I will let the man speak for himself:


I first dedicated "Luv(Sic)" to the goddess of music in the end of 2000, and fifteen years later, we have a six-part series (Hexalogy). There is a certain voice that unites the chapters, a character if you will. The way Luv(Sic) is spelled (as in the Latin sic, for a misspelled quote) symbolizes how it wasn't a straightforward love song, there's a layer of obscured honesty. Obviously, there's many classic hip-hop songs in the form of love letters, such as LL Cool J's "I Need Love," or Common's "I Used to Love H.E.R", but to me it was important to write something personal, a song that spoke about my own vulnerability about wanting to have a lasting relationship with music.


The transcript is quite worth it, and can be read here.
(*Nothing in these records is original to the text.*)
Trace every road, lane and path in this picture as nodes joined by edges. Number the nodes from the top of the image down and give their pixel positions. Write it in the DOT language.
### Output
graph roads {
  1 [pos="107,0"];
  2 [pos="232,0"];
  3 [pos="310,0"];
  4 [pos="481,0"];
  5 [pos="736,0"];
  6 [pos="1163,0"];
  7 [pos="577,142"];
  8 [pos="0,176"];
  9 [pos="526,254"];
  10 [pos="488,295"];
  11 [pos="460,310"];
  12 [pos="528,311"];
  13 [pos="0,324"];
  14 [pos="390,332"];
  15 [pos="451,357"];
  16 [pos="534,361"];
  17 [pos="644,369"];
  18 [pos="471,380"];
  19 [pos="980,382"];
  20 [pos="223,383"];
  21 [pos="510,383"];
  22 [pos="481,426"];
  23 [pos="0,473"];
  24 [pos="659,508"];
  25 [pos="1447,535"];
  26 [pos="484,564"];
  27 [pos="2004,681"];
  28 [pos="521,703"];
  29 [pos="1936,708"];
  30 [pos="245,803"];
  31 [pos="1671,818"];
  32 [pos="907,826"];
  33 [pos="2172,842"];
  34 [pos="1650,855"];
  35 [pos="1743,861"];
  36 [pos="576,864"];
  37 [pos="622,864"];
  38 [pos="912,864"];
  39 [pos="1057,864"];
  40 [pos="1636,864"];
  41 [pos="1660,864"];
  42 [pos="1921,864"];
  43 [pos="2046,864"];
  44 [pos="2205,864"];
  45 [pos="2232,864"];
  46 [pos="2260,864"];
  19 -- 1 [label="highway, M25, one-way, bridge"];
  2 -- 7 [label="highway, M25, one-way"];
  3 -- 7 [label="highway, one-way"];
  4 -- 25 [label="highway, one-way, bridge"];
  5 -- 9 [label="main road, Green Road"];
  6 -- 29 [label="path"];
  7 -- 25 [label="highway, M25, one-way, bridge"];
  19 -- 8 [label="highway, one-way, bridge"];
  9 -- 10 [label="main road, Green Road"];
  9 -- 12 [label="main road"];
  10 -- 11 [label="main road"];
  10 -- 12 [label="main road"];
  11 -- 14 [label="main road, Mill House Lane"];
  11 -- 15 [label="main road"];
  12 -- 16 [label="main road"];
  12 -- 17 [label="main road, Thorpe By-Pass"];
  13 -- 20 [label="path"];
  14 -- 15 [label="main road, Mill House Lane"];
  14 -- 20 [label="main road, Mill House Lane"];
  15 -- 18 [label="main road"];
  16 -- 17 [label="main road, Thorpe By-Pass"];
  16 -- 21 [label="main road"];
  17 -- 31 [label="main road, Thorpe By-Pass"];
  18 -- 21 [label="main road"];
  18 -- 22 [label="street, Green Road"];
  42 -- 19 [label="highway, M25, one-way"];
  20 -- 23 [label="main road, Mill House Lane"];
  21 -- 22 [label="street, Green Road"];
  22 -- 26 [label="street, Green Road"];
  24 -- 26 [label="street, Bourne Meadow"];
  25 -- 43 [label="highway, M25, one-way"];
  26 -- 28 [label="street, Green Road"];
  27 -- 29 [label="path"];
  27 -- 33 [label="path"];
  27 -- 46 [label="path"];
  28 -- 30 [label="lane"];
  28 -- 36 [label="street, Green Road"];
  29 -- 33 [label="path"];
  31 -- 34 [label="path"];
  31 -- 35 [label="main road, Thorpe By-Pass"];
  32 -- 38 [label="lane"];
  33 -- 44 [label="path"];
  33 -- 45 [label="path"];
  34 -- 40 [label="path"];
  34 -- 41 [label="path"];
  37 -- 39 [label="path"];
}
Man, I love when stuff comes with lore.

I resumed my digging. Both through spotify shenanigans, google and everynoise cluster analysis. Slowly, but surely, a drip of good songs started to fill the empty bucket. I didn't even stop to look at it or re-listen to a lot of stuff, so lost I was in my frenzy. Eventually, when bird already chirping somewhere outside my room, I felt satisfied. I closed the list with the original song sampled in the song I posted before, which I found I actually had listened to before a long time ago when making a jazz playlist about a decade ago. Man, the world is a time machine. I went to sleep wondering if the list would held up the day after, or if this only made sense in the moment, like a feverish dream.

So I woke up today unreasonably late, eat dinner made coffee smoke a bit and eventually remembered about what I did the night before. I'm listening to it right now. It fucking works. Not only that, it slaps. I did it. I've healed myself from the ignominy of my own musical chauvinism: I found rap I like.